Le développement urbain s'étend au désert, loin des espaces de travail au centre des villes.
(Photo:Bassam Al-Zoghby)
La banque mondiale (BM) a décidé de fermer les yeux sur les mauvaises politiques en matière de logement adoptées ces dernières décennies par les différents gouvernements égyptiens. Elle vient en effet d’offrir un prêt de 500 millions de dollars (3,5 milliards de L.E.) à l’Egypte pour « améliorer l’accès au logement de 3,6 millions d’Egyptiens, dont 1,6 million sont en dessous du seuil de pauvreté », précise Sahar Nasr, directrice du programme de logement à la Banque mondiale, dans un communiqué de presse.
La majorité de la somme servira principalement à étendre la base des bénéficiaires de ces logements. Aujourd’hui, ces bénéficiaires se situent principalement dans les 30 % les plus riches de la population. « Le projet renforce l’inclusion économique et le développement durable en offrant un accès au logement aux 20 % les plus pauvres de la population égyptienne », se félicite Poonam Gupta, directeur Egypte au sein de la BM.
Pour le moment, le montant des financements hypothécaires en Egypte ne représente qu’1 % du PIB, un des plus faibles taux au Moyen-Orient. La BM note également que 69 % du total des crédits au logement n’ont servi qu’à ceux qui habitent au Caire et à Guiza.
« La BM privilégie le crédit immobilier dans les aides au logement. Or, ce n’est pas un outil approprié quand il s’agit des gens à bas revenus », regrette Yahia Chawkat, co-fondateur de 10 Touba pour les recherches du développement urbain.
La grande majorité du prêt servira en effet à offrir un financement peu coûteux (avec un intérêt de 7 %) aux familles qui gagnent moins de 2 000 L.E. par mois, soit 40 % de la population. Mais « ce genre de programme finit par bénéficier aux classes moyennes », relativise Chawkat (voir encadré).

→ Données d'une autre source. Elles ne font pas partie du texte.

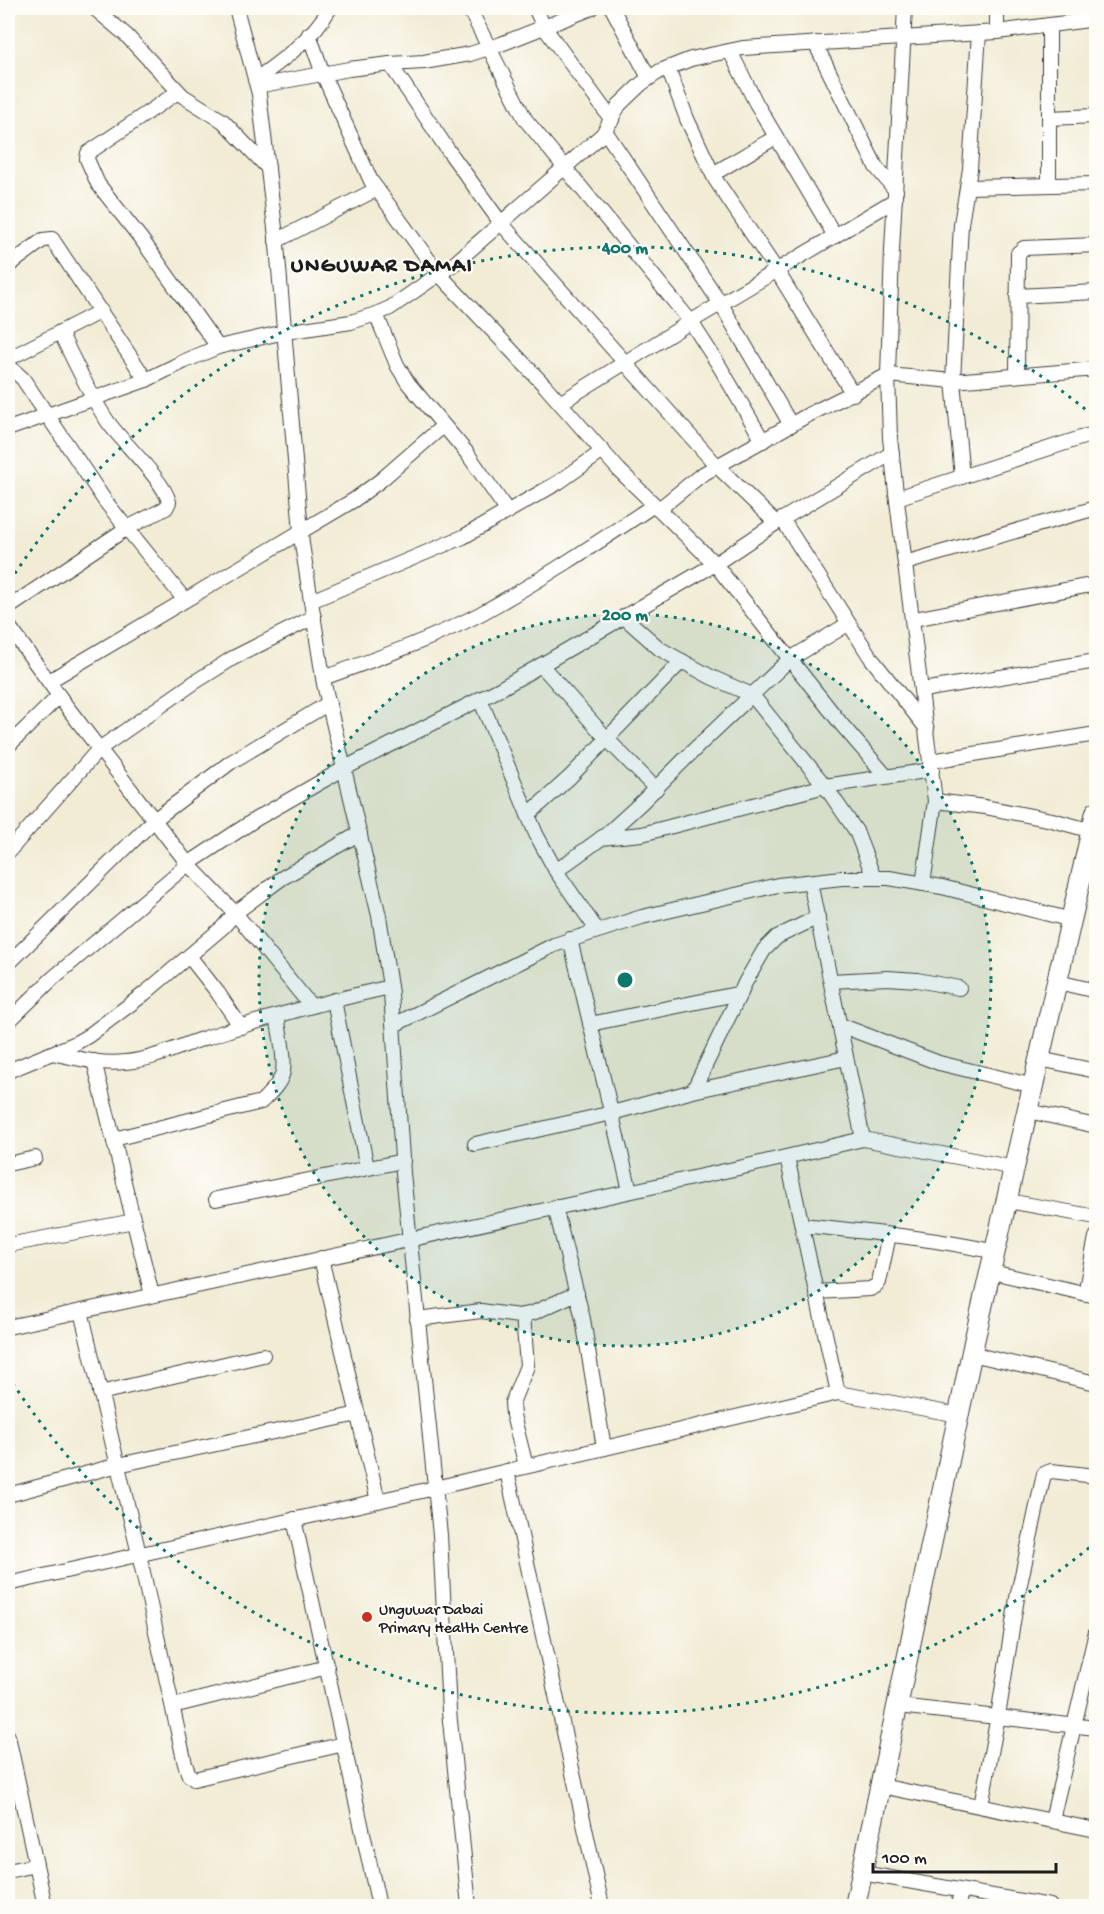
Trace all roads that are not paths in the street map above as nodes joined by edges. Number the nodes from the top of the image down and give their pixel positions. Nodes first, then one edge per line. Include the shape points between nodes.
1 (94, 8) edge
2 (236, 8) edge
3 (330, 8) edge
4 (469, 8) edge
5 (535, 8) edge
6 (592, 8) edge
7 (612, 8) edge
8 (997, 8) edge
9 (903, 10) edge
10 (1076, 14) edge
11 (1096, 19) edge
12 (1049, 25) junction
13 (544, 27) junction
14 (997, 32) junction
15 (979, 33) junction
16 (309, 34) junction
17 (905, 37) junction
18 (815, 43) junction
19 (488, 48) junction
20 (730, 51) junction
21 (390, 64) junction
22 (668, 68) junction
23 (323, 74) junction
24 (649, 78) junction
25 (256, 83) junction
26 (178, 92) junction
27 (1096, 116) edge
28 (1049, 118) junction
29 (608, 126) junction
30 (776, 137) junction
31 (268, 168) junction
32 (564, 168) junction
33 (712, 174) junction
34 (1096, 184) edge
35 (1050, 185) junction
36 (966, 187) junction
37 (377, 189) junction
38 (895, 196) junction
39 (501, 223) junction
40 (836, 236) junction
41 (276, 241) junction
42 (1096, 245) edge
43 (8, 266) edge
44 (777, 271) junction
45 (439, 274) junction
46 (1096, 292) edge
47 (1017, 296) junction
48 (721, 304) junction
49 (101, 311) junction
50 (376, 314) junction
51 (690, 322) junction
52 (60, 332) junction
53 (285, 332) junction
54 (218, 347) junction
55 (8, 359) edge
56 (626, 363) junction
57 (8, 365) edge
58 (1096, 369) edge
59 (888, 375) junction
60 (1017, 375) junction
61 (146, 380) junction
62 (953, 381) junction
63 (853, 394) junction
64 (95, 399) junction
65 (560, 403) junction
66 (46, 415) junction
67 (791, 425) junction
68 (443, 426) junction
69 (8, 429) edge
70 (1096, 433) edge
71 (762, 441) junction
72 (603, 452) junction
73 (892, 453) junction
74 (717, 466) junction
75 (962, 477) junction
76 (897, 498) junction
77 (657, 507) junction
78 (1096, 508) edge
79 (508, 512) junction
80 (779, 521) junction
81 (127, 528) junction
82 (301, 530) junction
83 (905, 563) junction
84 (715, 564) junction
85 (1096, 584) edge
86 (184, 599) junction
87 (311, 601) junction
88 (8, 608) edge
89 (314, 617) junction
90 (624, 617) junction
91 (914, 619) junction
92 (848, 624) junction
93 (8, 625) edge
94 (790, 659) junction
95 (1096, 661) edge
96 (682, 662) junction
97 (541, 665) junction
98 (323, 678) junction
99 (49, 681) junction
100 (923, 690) junction
101 (752, 695) junction
102 (59, 696) junction
103 (480, 699) junction
104 (329, 703) junction
105 (927, 729) junction
106 (1096, 734) edge
107 (607, 739) junction
108 (8, 746) edge
109 (99, 749) junction
110 (931, 766) junction
111 (345, 768) junction
112 (886, 776) junction
113 (825, 786) junction
114 (656, 789) junction
115 (935, 801) junction
116 (1096, 812) edge
117 (528, 815) junction
118 (154, 820) junction
119 (1095, 832) edge
120 (360, 833) junction
121 (601, 838) junction
122 (8, 852) edge
123 (188, 864) junction
124 (556, 871) junction
125 (874, 878) junction
126 (810, 882) junction
127 (923, 884) junction
128 (234, 914) junction
129 (818, 917) junction
130 (1072, 920) junction
131 (597, 930) junction
132 (570, 939) junction
133 (189, 956) junction
134 (8, 964) edge
135 (831, 981) junction
136 (1058, 982) junction
137 (390, 987) junction
138 (959, 988) dead end
139 (1096, 991) edge
140 (741, 993) junction
141 (334, 1000) junction
142 (311, 1006) junction
143 (277, 1016) junction
144 (8, 1022) edge
145 (590, 1024) junction
146 (394, 1025) junction
147 (840, 1025) junction
148 (241, 1027) junction
149 (52, 1053) junction
150 (846, 1058) junction
151 (1040, 1059) junction
152 (94, 1061) junction
153 (8, 1071) edge
154 (1096, 1071) edge
155 (1034, 1086) junction
156 (693, 1091) junction
157 (1028, 1111) junction
158 (612, 1113) junction
159 (1096, 1126) edge
160 (114, 1139) junction
161 (863, 1139) junction
162 (475, 1144) dead end
163 (788, 1157) junction
164 (35, 1158) dead end
165 (403, 1161) junction
166 (8, 1164) edge
167 (367, 1168) junction
168 (1015, 1168) junction
169 (630, 1191) junction
170 (216, 1198) dead end
171 (1008, 1201) junction
172 (555, 1207) junction
173 (1096, 1217) edge
174 (134, 1221) junction
175 (802, 1225) junction
176 (889, 1235) junction
177 (1096, 1237) edge
178 (410, 1238) junction
179 (8, 1245) edge
180 (996, 1252) junction
181 (321, 1258) junction
182 (992, 1272) junction
183 (816, 1292) junction
184 (577, 1293) junction
185 (152, 1295) junction
186 (1091, 1295) edge
187 (81, 1311) junction
188 (523, 1315) junction
189 (417, 1319) junction
190 (8, 1327) edge
191 (972, 1354) junction
192 (263, 1355) dead end
193 (1096, 1383) edge
194 (100, 1393) junction
195 (838, 1393) junction
196 (358, 1414) junction
197 (959, 1415) junction
198 (604, 1448) junction
199 (118, 1465) junction
200 (526, 1466) junction
201 (507, 1471) junction
202 (1096, 1476) edge
203 (435, 1488) junction
204 (8, 1495) edge
205 (378, 1501) junction
206 (294, 1519) junction
207 (139, 1554) junction
208 (8, 1584) edge
209 (1096, 1633) edge
210 (327, 1667) junction
211 (173, 1706) junction
212 (898, 1706) junction
213 (998, 1716) junction
214 (1074, 1724) junction
215 (1096, 1728) edge
216 (8, 1736) edge
217 (344, 1744) junction
218 (881, 1786) junction
219 (981, 1806) junction
220 (1052, 1820) junction
221 (1096, 1830) edge
222 (36, 1865) junction
223 (8, 1871) edge
224 (862, 1873) junction
225 (961, 1891) junction
226 (45, 1906) edge
227 (380, 1906) edge
228 (469, 1906) edge
229 (602, 1906) edge
230 (855, 1906) edge
231 (958, 1906) edge
232 (1050, 1906) edge

1 - 26 street via 126,35
2 - 25 street
3 - 16 street
4 - 19 street
5 - 13 street
6 - 13 street
7 - 24 street
8 - 14 street
9 - 17 street
10 - 11 street
10 - 12 street
12 - 14 street
12 - 28 street
13 - 19 street
13 - 29 street
14 - 15 street
15 - 17 street
15 - 36 street
16 - 23 street
16 - 25 street
17 - 18 street
17 - 38 street
18 - 20 street
18 - 38 street via 876,167
19 - 21 street via 424,62
19 - 32 street via 525,119
20 - 22 street
20 - 30 street
21 - 23 street
21 - 39 street
22 - 24 street
22 - 33 street
23 - 25 street
23 - 37 street via 359,159
24 - 29 street via 627,96
25 - 31 street
26 - 31 street via 222,121
26 - 54 street via 88,153 87,159 98,184
27 - 28 street
28 - 35 street
29 - 32 street
29 - 48 street
30 - 33 street
30 - 40 street
31 - 41 street
32 - 39 street
32 - 51 street
33 - 44 street
34 - 35 street
35 - 36 street
36 - 62 street
37 - 41 street
37 - 45 street
38 - 40 street
38 - 59 street
39 - 45 street
39 - 56 street
40 - 44 street
41 - 53 street
42 - 47 street via 1024,248 1018,253
43 - 49 street via 43,240 51,239
44 - 48 street
44 - 63 street
45 - 50 street
45 - 65 street
46 - 47 street
47 - 60 street
48 - 51 street
48 - 67 street
49 - 52 street
49 - 61 street
50 - 53 street
50 - 68 street via 397,365
51 - 56 street
51 - 71 street
52 - 55 street
52 - 64 street
53 - 54 street
53 - 82 street
54 - 61 street
56 - 65 street
56 - 74 street
57 - 66 street via 23,379
58 - 60 street
59 - 62 street
59 - 63 street
59 - 73 street
60 - 62 street
61 - 64 street
62 - 75 street
63 - 67 street
64 - 66 street
64 - 81 street via 108,422 168,497 166,508
65 - 72 street
66 - 69 street
66 - 81 street
67 - 71 street
68 - 79 street
68 - 82 street via 354,500
70 - 75 street
71 - 74 street
72 - 77 street
72 - 79 street
73 - 76 street
73 - 80 street
74 - 77 street
74 - 80 street
75 - 76 street
76 - 83 street
77 - 84 street
77 - 98 street via 479,614 403,649
78 - 83 street
79 - 87 street via 463,537
80 - 84 street
80 - 92 street
81 - 86 street
81 - 88 street
82 - 86 street
82 - 87 street
83 - 91 street
84 - 90 street
84 - 94 street
85 - 91 street
86 - 99 street
87 - 89 street
89 - 98 street
89 - 109 street via 195,681
90 - 96 street via 660,650
90 - 97 street
91 - 100 street
92 - 94 street
92 - 105 street
93 - 99 street
94 - 101 street
94 - 112 street
95 - 100 street
96 - 101 street
96 - 107 street
97 - 103 street
97 - 107 street
98 - 104 street
99 - 102 street
100 - 105 street
101 - 113 street
101 - 114 street
102 - 108 street
102 - 109 street
103 - 111 street
103 - 117 street
104 - 111 street
104 - 118 street via 231,762
105 - 110 street
106 - 110 street
107 - 114 street
107 - 117 street
109 - 118 street
109 - 122 street
110 - 112 street
110 - 115 street
111 - 120 street
111 - 123 street
112 - 113 street
113 - 121 street via 642,834
113 - 125 street via 856,831
114 - 121 street
115 - 119 street via 985,807
115 - 127 street
116 - 119 street
117 - 124 street
118 - 123 street
118 - 134 street
119 - 130 street
120 - 128 street via 282,878
120 - 137 street
121 - 124 street
123 - 128 street
123 - 144 street via 53,978
124 - 131 street
125 - 126 street
125 - 127 street
126 - 129 street
126 - 131 street via 778,885
127 - 130 street
128 - 133 street
128 - 142 street
129 - 135 street
129 - 140 street via 777,936 764,950
130 - 136 street
131 - 132 street
132 - 145 street
132 - 146 street
133 - 148 street
133 - 149 street via 88,1036
135 - 138 street via 888,978
135 - 147 street
136 - 139 street
136 - 151 street
137 - 141 street
137 - 146 street
140 - 145 street
140 - 156 street
141 - 142 street
141 - 167 street
142 - 143 street
143 - 148 street
143 - 160 street via 282,1074 261,1102
145 - 158 street
146 - 165 street
147 - 150 street
147 - 155 street via 931,1060
148 - 152 street via 141,1060
149 - 152 street
149 - 153 street
150 - 156 street
150 - 161 street
151 - 154 street
151 - 155 street
152 - 160 street
155 - 157 street
156 - 158 street
157 - 159 street
157 - 168 street
158 - 162 street
158 - 169 street
160 - 174 street
161 - 163 street
161 - 168 street
163 - 169 street
163 - 175 street
164 - 166 street
165 - 167 street
165 - 178 street
167 - 170 street
168 - 171 street
169 - 172 street
171 - 173 street
171 - 180 street
172 - 178 street
172 - 184 street
174 - 179 street
174 - 185 street
175 - 176 street
175 - 183 street
176 - 180 street
176 - 183 street via 876,1286
177 - 186 street
178 - 181 street
178 - 189 street
180 - 182 street
181 - 185 street
181 - 196 street
182 - 186 street
182 - 191 street
183 - 195 street
184 - 188 street
184 - 198 street
185 - 187 street
187 - 190 street
187 - 194 street
188 - 189 street via 481,1311
188 - 200 street via 527,1366 512,1403
189 - 203 street
191 - 193 street
191 - 197 street
192 - 194 street
194 - 199 street
195 - 197 street
195 - 198 street
196 - 199 street
196 - 205 street
197 - 212 street
198 - 200 street
199 - 204 street
199 - 207 street
200 - 201 street
201 - 203 street
201 - 229 street
202 - 213 street via 1051,1471 1044,1474 1017,1598
203 - 205 street
203 - 228 street via 449,1711
205 - 206 street
206 - 207 street
206 - 210 street
207 - 208 street
207 - 211 street
209 - 214 street
210 - 211 street
210 - 217 street
211 - 217 street via 185,1764 194,1779
212 - 213 street
212 - 218 street
213 - 214 street
213 - 219 street
214 - 215 street
214 - 220 street
216 - 222 street
217 - 227 street
218 - 219 street
218 - 224 street
219 - 220 street
220 - 221 street
222 - 223 street
222 - 226 street
224 - 225 street
224 - 230 street
225 - 231 street
225 - 232 street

Trois millions d’appartements désertés
Le financement de la BM accorde aussi un intérêt aux autres options, comme la location. La BM avait mené en 2014 et 2015 plusieurs discussions avec les parties concernées pour développer ce programme immobilier. Yahia Chawkat, qui a pris part aux discussions, avait notamment insisté sur l’importance de la location. Mais cette option, dans le programme actuel, demeure « sous-utilisée ».
D’après ses calculs, le programme offre un financement pour un total de 400 000 unités (sur un million promis par le gouvernement pour les classes pauvres et moyennes). La location subventionnée ne concerne que 80 000 unités.
Ces dernières décennies, les gouvernements successifs ont adopté des politiques de logement inefficaces qui ont mené à une situation incompréhensible : trois millions d’appartements ont été construits, mais ne sont pas habités, alors que des centaines de milliers de familles n’ont pas accès au logement.
On estime à plus d’un million le nombre de familles qui ne trouvent pas de logement adéquat. Conséquence : le quart de la population ne trouve d’autre choix que de vivre dans des bidonvilles ou des quartiers informels. Le nouveau programme de logement inclusif tentera de cibler cette catégorie.
La BM espère que l’Egypte sera capable de construire assez de nouveaux logements pour absorber, sur cinq ans, l’ensemble de la demande. Une partie du prêt sera d’ailleurs consacrée à l’amélioration de la politique et des législations relatives aux logements sociaux.
Déjà, le gouvernement a entrepris une étape à cet égard, en unifiant les efforts des différentes institutions locales et gouvernementales sous la tutelle du Fonds de Logement Social (FLS). La BM laisse cependant au gouvernement la tâche d’augmenter l’offre en logements, saluant son effort pour inciter le secteur privé à construire davantage pour les catégories les plus pauvres.
L’Egypte fait partie des pays allouant le moins d’investissements au logement (1 % du PIB, contre une moyenne dans la région de 4,5 % et une moyenne de 6,5 % dans les pays à revenus moyens, comparables à l’Egypte). « Le FLS dispose actuellement de 12 milliards de L.E. provenant de la vente de 60 000 logements déjà bâtis, alloués à la classe moyenne par le biais d’un financement immobilier », souligne Yahia Chawkat. Reste à savoir si ce programme sera plus efficace que les précédents.